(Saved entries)
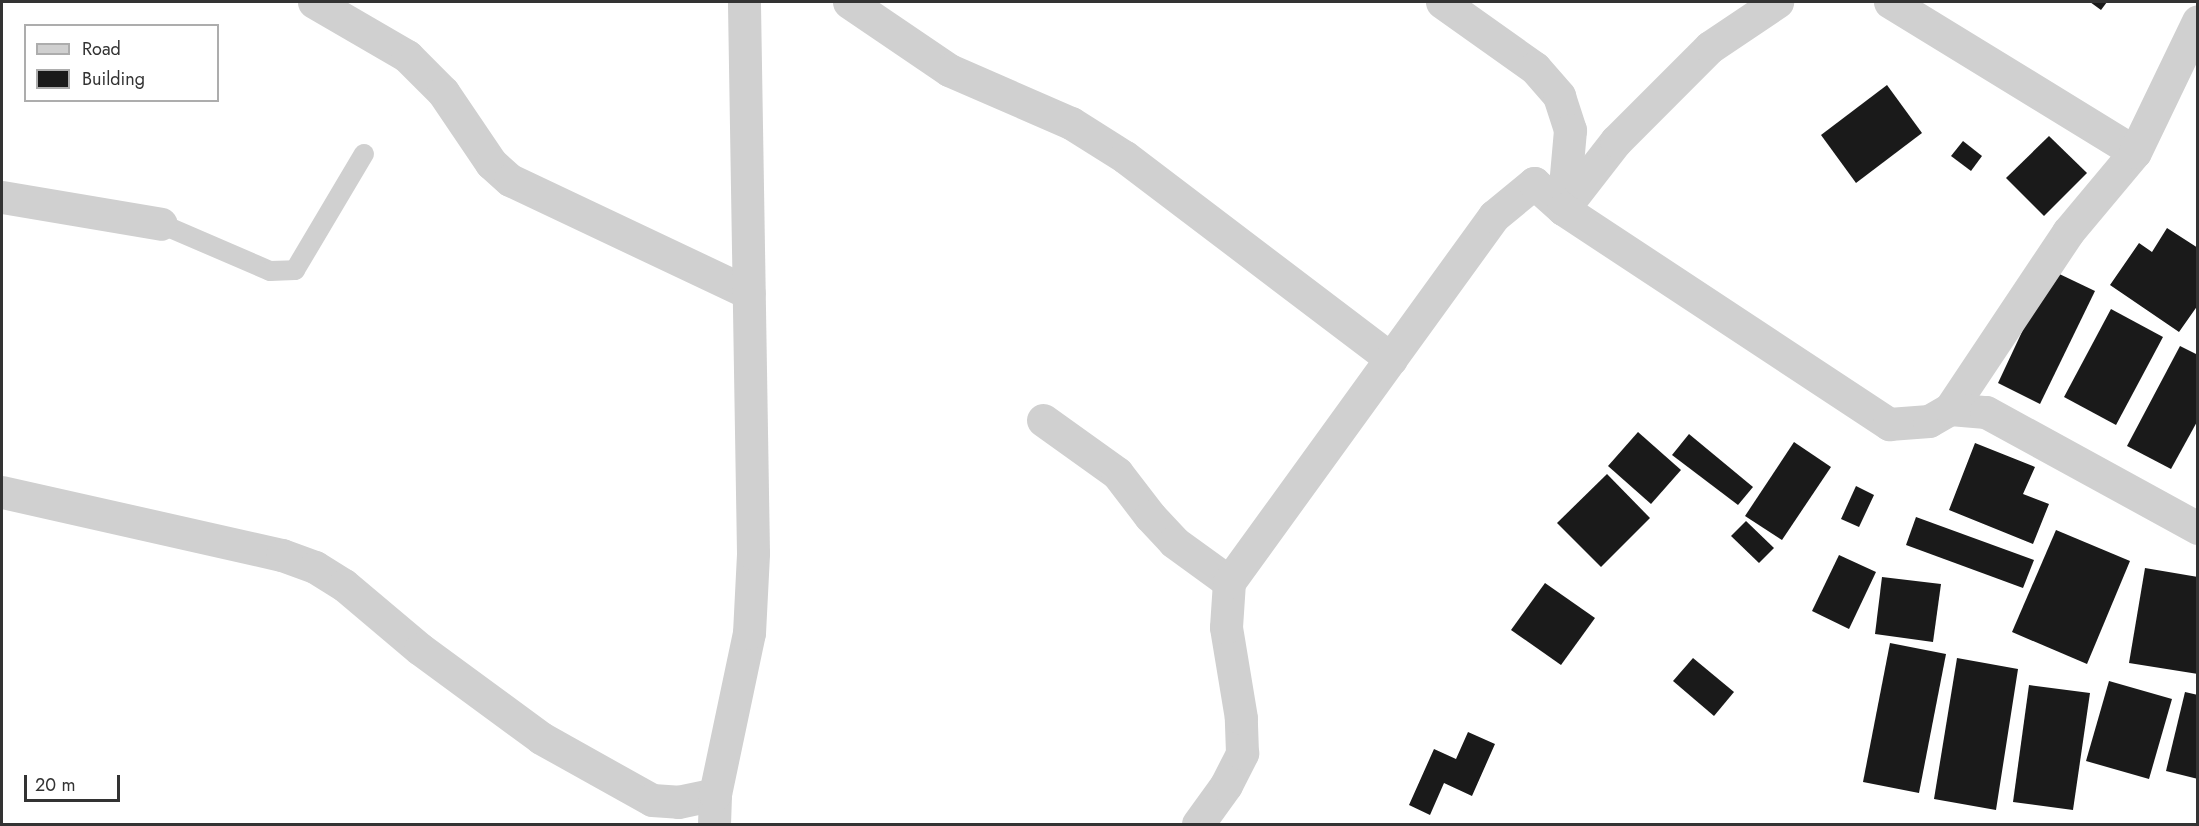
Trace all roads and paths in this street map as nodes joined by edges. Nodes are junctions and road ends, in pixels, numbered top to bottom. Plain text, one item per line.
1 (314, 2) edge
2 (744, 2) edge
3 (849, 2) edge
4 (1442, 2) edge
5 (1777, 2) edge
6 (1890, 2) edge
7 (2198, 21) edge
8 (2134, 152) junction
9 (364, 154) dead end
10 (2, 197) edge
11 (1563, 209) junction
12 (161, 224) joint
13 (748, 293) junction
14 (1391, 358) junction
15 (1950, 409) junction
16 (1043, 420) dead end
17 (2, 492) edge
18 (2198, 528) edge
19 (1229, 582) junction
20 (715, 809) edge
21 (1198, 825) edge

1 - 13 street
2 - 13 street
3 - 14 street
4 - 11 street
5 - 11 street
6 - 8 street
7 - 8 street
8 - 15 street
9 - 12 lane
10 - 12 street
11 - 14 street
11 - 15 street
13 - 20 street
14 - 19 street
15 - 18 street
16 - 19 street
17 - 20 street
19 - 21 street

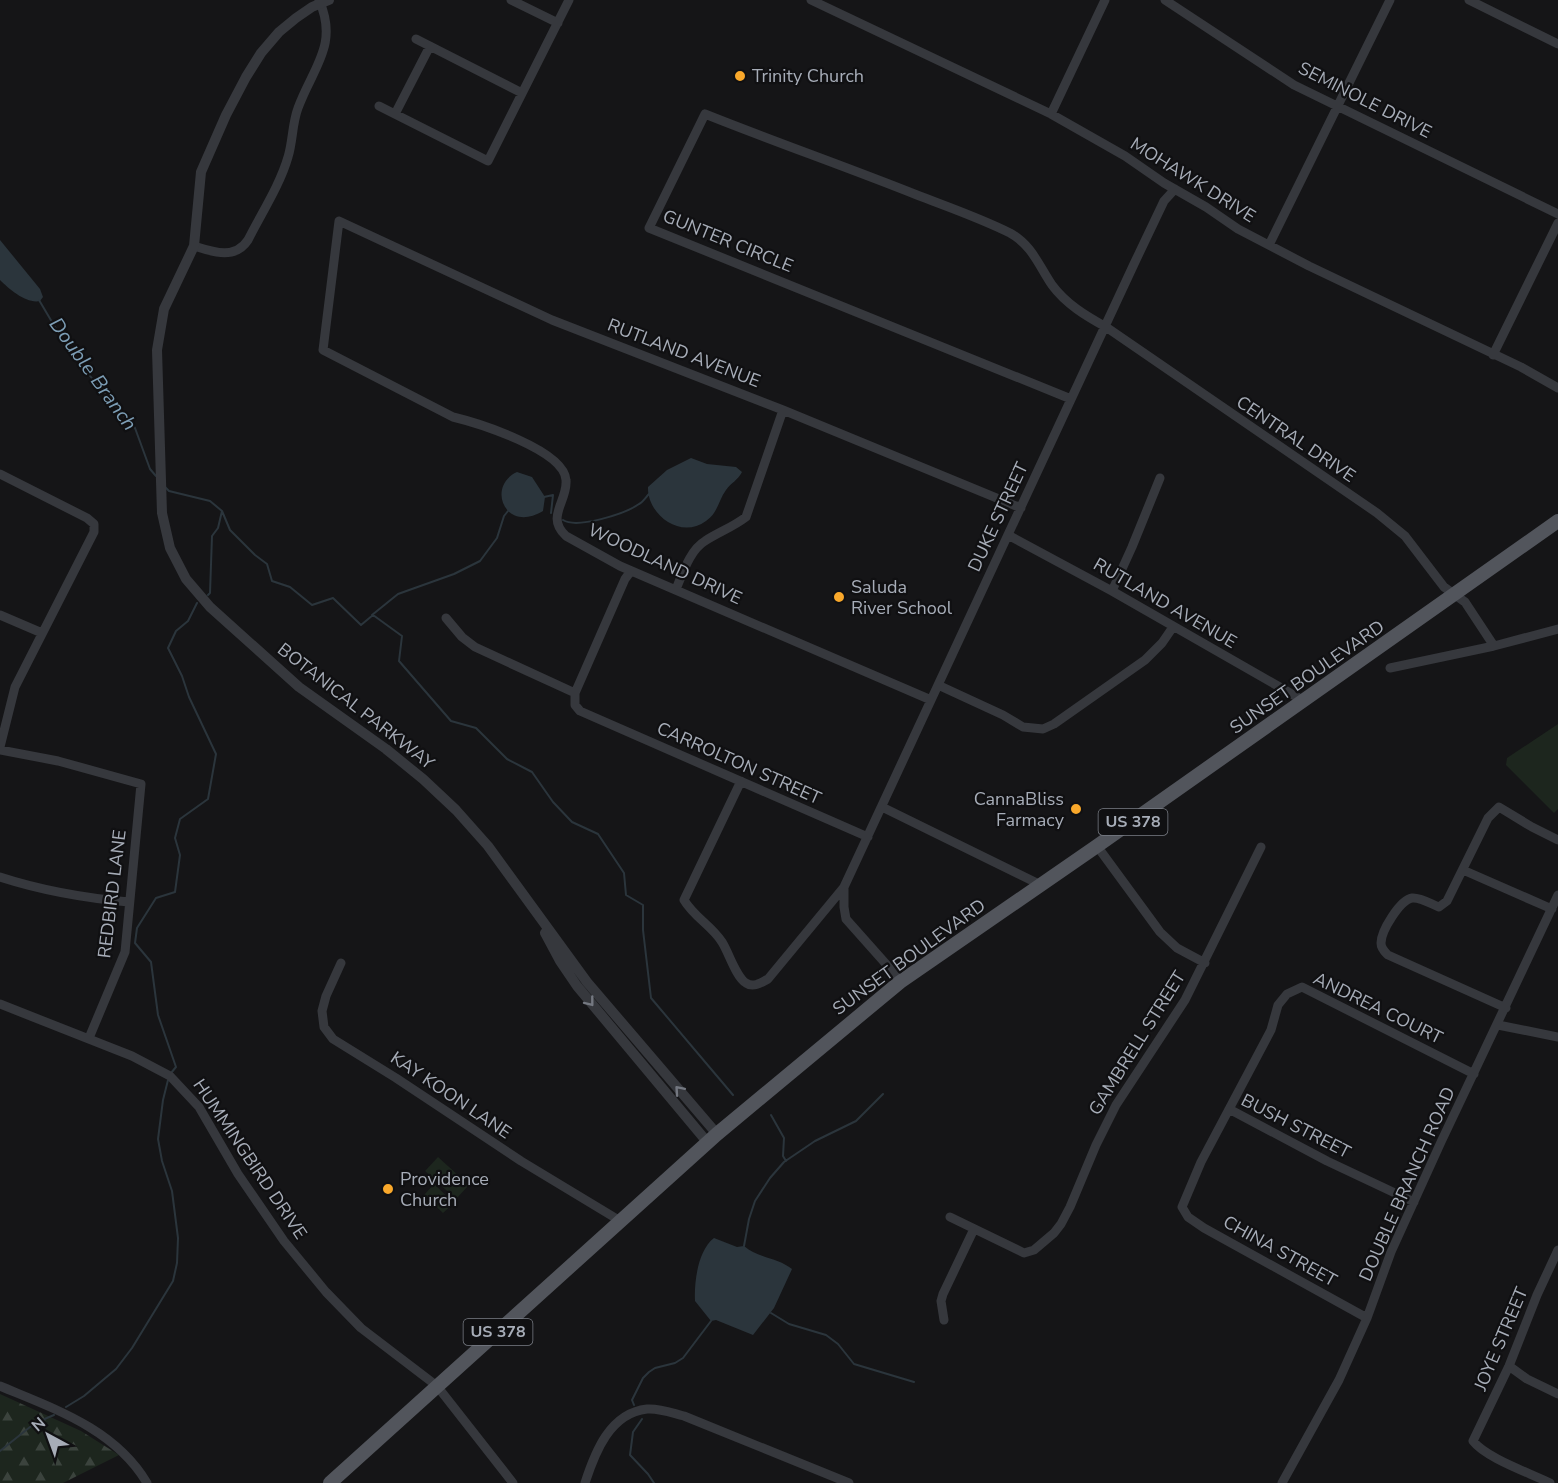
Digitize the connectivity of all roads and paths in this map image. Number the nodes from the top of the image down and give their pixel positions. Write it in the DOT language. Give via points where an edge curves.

---

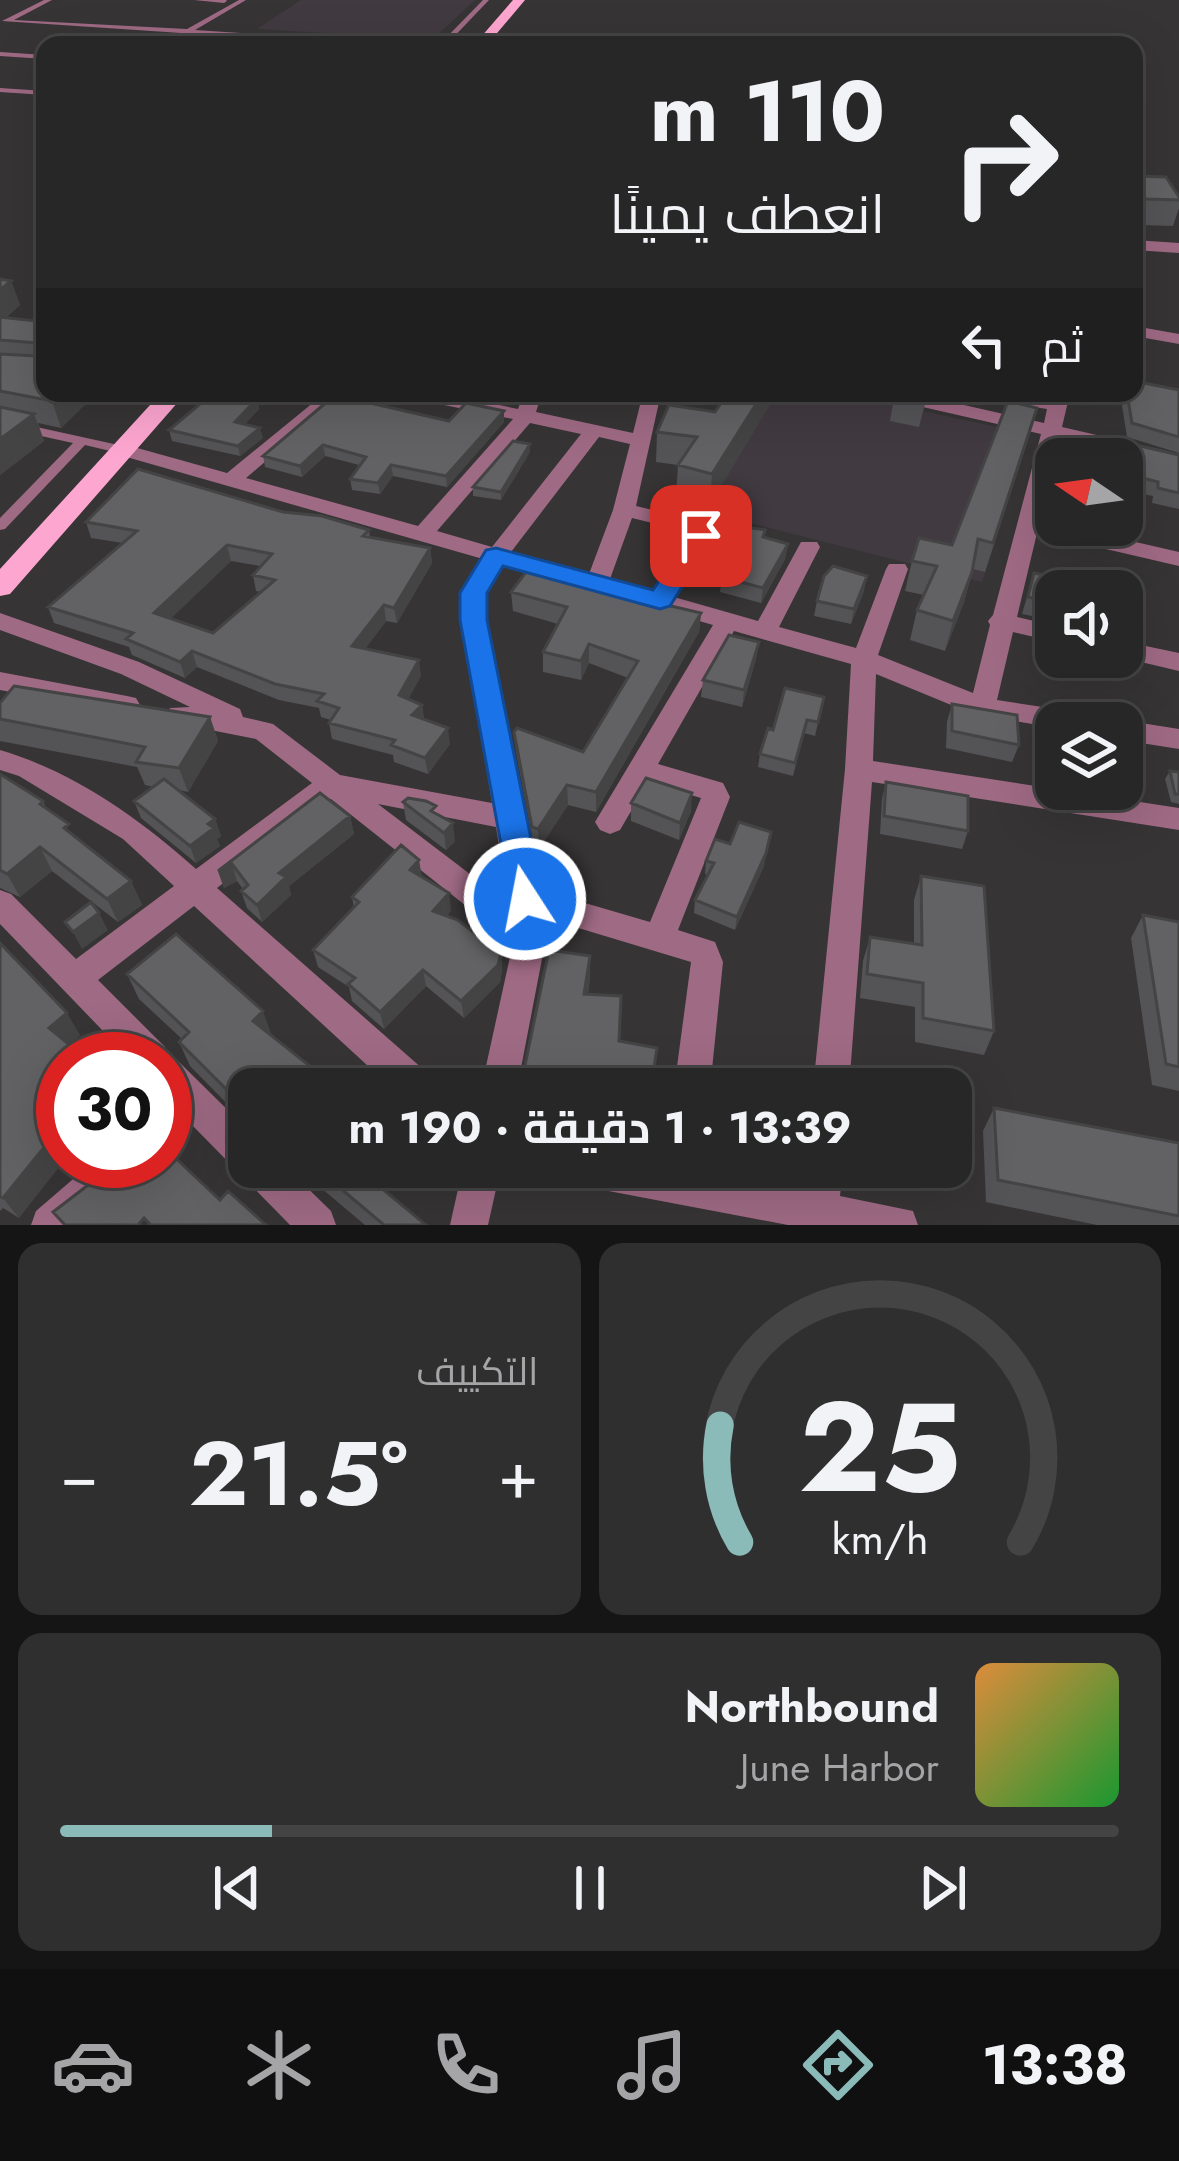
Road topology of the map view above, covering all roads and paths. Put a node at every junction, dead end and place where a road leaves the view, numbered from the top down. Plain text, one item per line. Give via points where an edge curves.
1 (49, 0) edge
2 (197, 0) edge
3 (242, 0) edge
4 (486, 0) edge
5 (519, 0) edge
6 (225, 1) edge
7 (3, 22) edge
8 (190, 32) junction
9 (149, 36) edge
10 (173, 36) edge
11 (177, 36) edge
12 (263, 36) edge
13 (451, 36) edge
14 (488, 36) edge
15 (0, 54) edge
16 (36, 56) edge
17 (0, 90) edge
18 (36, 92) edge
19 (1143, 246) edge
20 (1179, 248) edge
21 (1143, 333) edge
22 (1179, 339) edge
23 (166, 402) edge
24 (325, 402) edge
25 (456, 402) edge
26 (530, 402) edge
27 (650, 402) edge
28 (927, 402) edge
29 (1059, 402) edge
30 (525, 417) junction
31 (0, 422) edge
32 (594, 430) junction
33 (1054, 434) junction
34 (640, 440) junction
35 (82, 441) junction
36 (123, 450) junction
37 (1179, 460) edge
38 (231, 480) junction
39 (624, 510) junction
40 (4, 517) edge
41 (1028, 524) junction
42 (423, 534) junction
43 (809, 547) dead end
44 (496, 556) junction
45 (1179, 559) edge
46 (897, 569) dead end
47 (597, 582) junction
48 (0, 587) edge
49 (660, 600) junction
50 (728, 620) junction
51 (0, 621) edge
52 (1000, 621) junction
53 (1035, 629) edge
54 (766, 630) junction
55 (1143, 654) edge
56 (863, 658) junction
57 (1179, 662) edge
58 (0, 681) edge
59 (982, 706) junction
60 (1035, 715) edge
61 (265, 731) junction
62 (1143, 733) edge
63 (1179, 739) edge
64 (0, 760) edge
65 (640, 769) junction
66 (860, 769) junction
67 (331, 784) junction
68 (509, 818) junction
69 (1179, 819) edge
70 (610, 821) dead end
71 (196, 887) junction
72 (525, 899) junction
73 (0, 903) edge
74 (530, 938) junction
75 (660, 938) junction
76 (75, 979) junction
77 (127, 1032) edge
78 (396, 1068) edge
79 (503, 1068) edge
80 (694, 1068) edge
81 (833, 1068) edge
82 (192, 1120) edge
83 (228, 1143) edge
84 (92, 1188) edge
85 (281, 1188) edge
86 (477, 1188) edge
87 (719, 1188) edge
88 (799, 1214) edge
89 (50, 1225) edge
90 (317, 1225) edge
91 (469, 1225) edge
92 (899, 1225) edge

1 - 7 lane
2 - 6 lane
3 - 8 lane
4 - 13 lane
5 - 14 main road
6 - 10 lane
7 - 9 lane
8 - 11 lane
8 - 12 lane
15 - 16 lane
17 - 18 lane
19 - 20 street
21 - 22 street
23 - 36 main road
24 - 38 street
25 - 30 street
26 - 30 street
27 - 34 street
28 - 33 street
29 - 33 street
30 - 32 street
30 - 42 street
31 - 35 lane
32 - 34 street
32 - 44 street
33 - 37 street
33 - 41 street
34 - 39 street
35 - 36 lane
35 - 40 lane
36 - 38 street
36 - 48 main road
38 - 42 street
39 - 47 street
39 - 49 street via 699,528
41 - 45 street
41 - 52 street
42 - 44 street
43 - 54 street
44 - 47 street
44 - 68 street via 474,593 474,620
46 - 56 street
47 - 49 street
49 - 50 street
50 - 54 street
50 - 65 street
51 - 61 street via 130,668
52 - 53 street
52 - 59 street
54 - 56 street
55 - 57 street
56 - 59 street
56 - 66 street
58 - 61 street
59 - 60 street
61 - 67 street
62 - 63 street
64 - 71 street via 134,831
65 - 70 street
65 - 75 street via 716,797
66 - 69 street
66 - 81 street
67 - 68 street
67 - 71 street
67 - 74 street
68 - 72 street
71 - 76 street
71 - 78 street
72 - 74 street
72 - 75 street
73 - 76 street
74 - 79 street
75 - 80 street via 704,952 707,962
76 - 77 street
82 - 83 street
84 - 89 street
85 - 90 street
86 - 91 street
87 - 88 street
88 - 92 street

→ Activity: Above are records; repeat only the lines from the line with "Trace all roads" through the line with "Digitize the connectivity", and leave pictures out.

→ Finished exercise:
Trace all roads and paths in this street map as nodes joined by edges. Nodes are junctions and road ends, in pixels, numbered top to bottom. Plain text, one item per line.
1 (314, 2) edge
2 (744, 2) edge
3 (849, 2) edge
4 (1442, 2) edge
5 (1777, 2) edge
6 (1890, 2) edge
7 (2198, 21) edge
8 (2134, 152) junction
9 (364, 154) dead end
10 (2, 197) edge
11 (1563, 209) junction
12 (161, 224) joint
13 (748, 293) junction
14 (1391, 358) junction
15 (1950, 409) junction
16 (1043, 420) dead end
17 (2, 492) edge
18 (2198, 528) edge
19 (1229, 582) junction
20 (715, 809) edge
21 (1198, 825) edge

1 - 13 street
2 - 13 street
3 - 14 street
4 - 11 street
5 - 11 street
6 - 8 street
7 - 8 street
8 - 15 street
9 - 12 lane
10 - 12 street
11 - 14 street
11 - 15 street
13 - 20 street
14 - 19 street
15 - 18 street
16 - 19 street
17 - 20 street
19 - 21 street

Digitize the connectivity of all roads and paths in this map image. Number the nodes from the top of the image down and give their pixel positions. Write it in the DOT language. Give via points where an edge curves.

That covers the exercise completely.